Government data on mortgage lending indicate that loan originations and government share were higher last year, while the number of mortgage bankers and the share of higher-priced loans were down.
The report, based on data from 2009 mortgage lending activity, was released Monday by the Federal Financial Institutions Examination Council. The council was established in 1979 and consists of six voting members including the Comptroller of the Currency, the Federal Deposit Insurance Corp. chairman, a Federal Reserve Board governor, the director of the Office of Thrift Supervision, the chairman of the National Credit Union Administration and the chairman of the State Liaison Committee.

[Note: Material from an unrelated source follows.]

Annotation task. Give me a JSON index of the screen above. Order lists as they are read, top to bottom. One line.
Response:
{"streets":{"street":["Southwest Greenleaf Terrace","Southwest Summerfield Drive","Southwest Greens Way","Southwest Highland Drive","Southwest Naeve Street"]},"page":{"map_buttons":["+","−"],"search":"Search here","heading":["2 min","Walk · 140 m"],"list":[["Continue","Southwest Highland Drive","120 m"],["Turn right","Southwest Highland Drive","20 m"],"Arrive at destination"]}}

HMDA data were collected from 8,124 banks, savings associations, credit unions and mortgage companies that are subject to the Home Mortgage Disclosure Act. The count dropped from 8,388 a year earlier mainly due to a 13 percent drop in the number of reporting mortgage companies.

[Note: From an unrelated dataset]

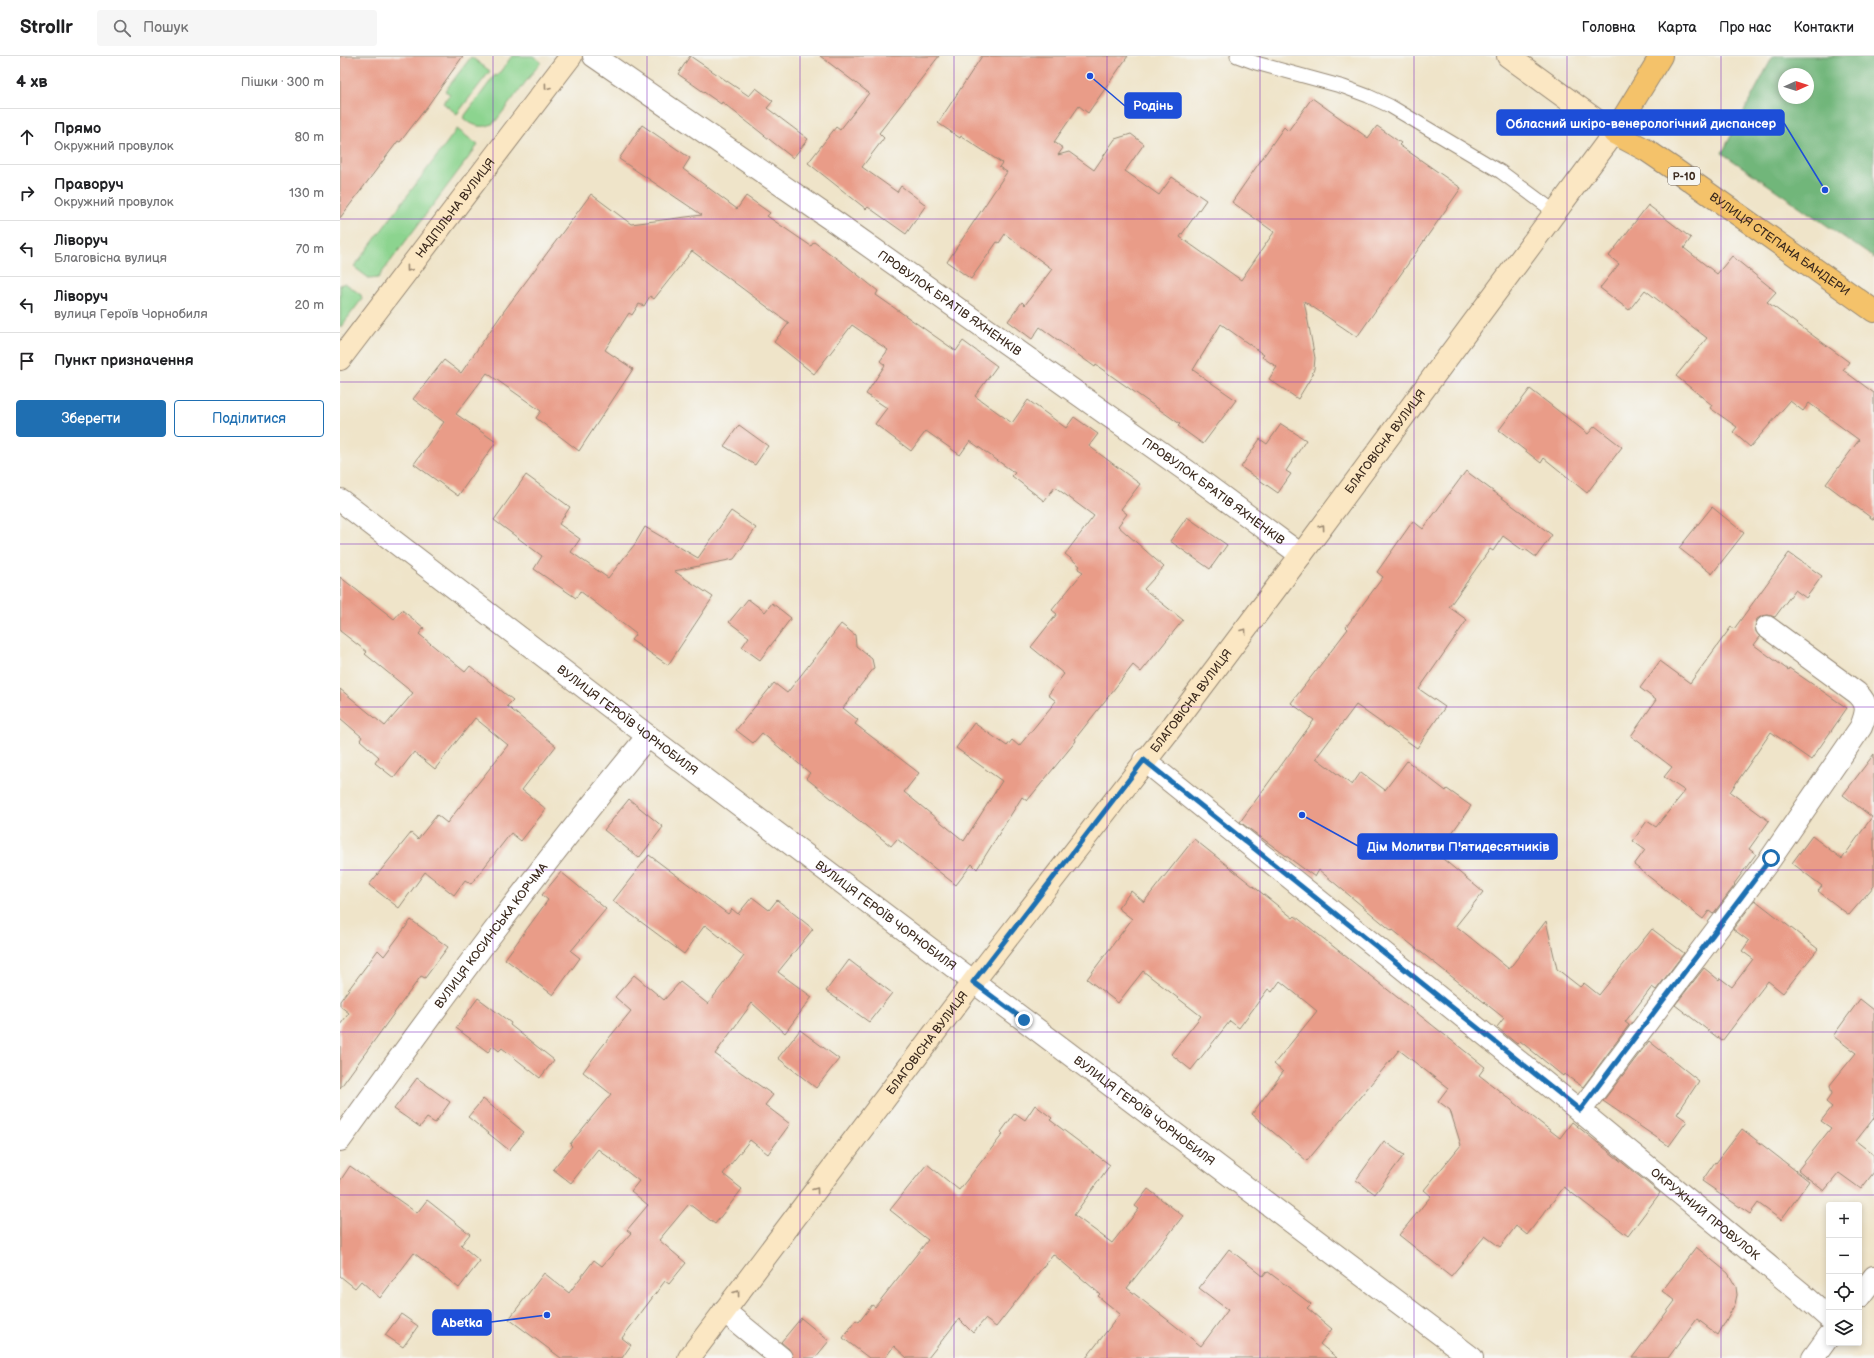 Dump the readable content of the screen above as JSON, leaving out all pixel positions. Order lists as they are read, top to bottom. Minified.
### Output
{"streets":{"main road":["Р-10","НАДПІЛЬНА ВУЛИЦЯ","ВУЛИЦЯ СТЕПАНА БАНДЕРИ","БЛАГОВІСНА ВУЛИЦЯ"],"street":["ПРОВУЛОК БРАТІВ ЯХНЕНКІВ","ВУЛИЦЯ ГЕРОЇВ ЧОРНОБИЛЯ","ВУЛИЦЯ КОСИНСЬКА КОРЧМА","ОКРУЖНИЙ ПРОВУЛОК"]},"crossings":[["ВУЛИЦЯ СТЕПАНА БАНДЕРИ","БЛАГОВІСНА ВУЛИЦЯ"],["ПРОВУЛОК БРАТІВ ЯХНЕНКІВ","БЛАГОВІСНА ВУЛИЦЯ"],["БЛАГОВІСНА ВУЛИЦЯ","ВУЛИЦЯ ГЕРОЇВ ЧОРНОБИЛЯ"],["БЛАГОВІСНА ВУЛИЦЯ","ОКРУЖНИЙ ПРОВУЛОК"],["ВУЛИЦЯ ГЕРОЇВ ЧОРНОБИЛЯ","ВУЛИЦЯ КОСИНСЬКА КОРЧМА"]],"one_way":["НАДПІЛЬНА ВУЛИЦЯ","БЛАГОВІСНА ВУЛИЦЯ"],"places":["Родінь","Обласний шкіро-венерологічний диспансер","Дім Молитви П'ятидесятників","Abetka"],"north":"right","page":{"header":"Strollr","search":"Пошук","nav":["Головна","Карта","Про нас","Контакти"],"heading":["4 хв","Пішки · 300 m"],"list":[["Прямо","Окружний провулок","80 m"],["Праворуч","Окружний провулок","130 m"],["Ліворуч","Благовісна вулиця","70 m"],["Ліворуч","вулиця Героїв Чорнобиля","20 m"],"Пункт призначення"],"buttons":["Зберегти","Поділитися"],"map_buttons":["+","−"]}}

Nearly 15.0 million applications were reflected in the latest report, more than 14.2 million during 2008. Information on 210,000 requests for pre-approvals that did not result in a loan was also included.
Of the applications taken last year, almost 9.0 million resulted in closed loans — up nearly a quarter from 7.2 million a year prior. The increase was largely a result of a more than two-thirds jump in refinances. In addition, 4.3 million loan purchases were tracked, up sharply from 2.9 million.
The share of last year’s loans that were insured by the Federal Housing Administration shot up to 37 percent from just over a one-fourth. FHA share was only 7 percent in 2007.
The Department of Veterans Affairs guaranteed 7 percent of all mortgages last year, rising from 5 percent in 2008.
Higher priced loans, based on originations prior Oct. 1, 2009, represented about 6 percent of all lending, a big drop from 12 percent a year earlier. The share peaked at 29 percent in 2006.
The criteria for determining whether a loan is high-priced changed on Oct. 1, 2009. The fourth-quarter 2009 share of high-priced loans was 4 percent.
“The overall incidence of higher-priced lending reported in the 2009 HMDA data for all racial and ethnic groups was lower than reported in 2008,” FFIEC said.
The report indicated that denial rates were higher for blacks and Hispanic whites than non-Hispanic whites and Asians.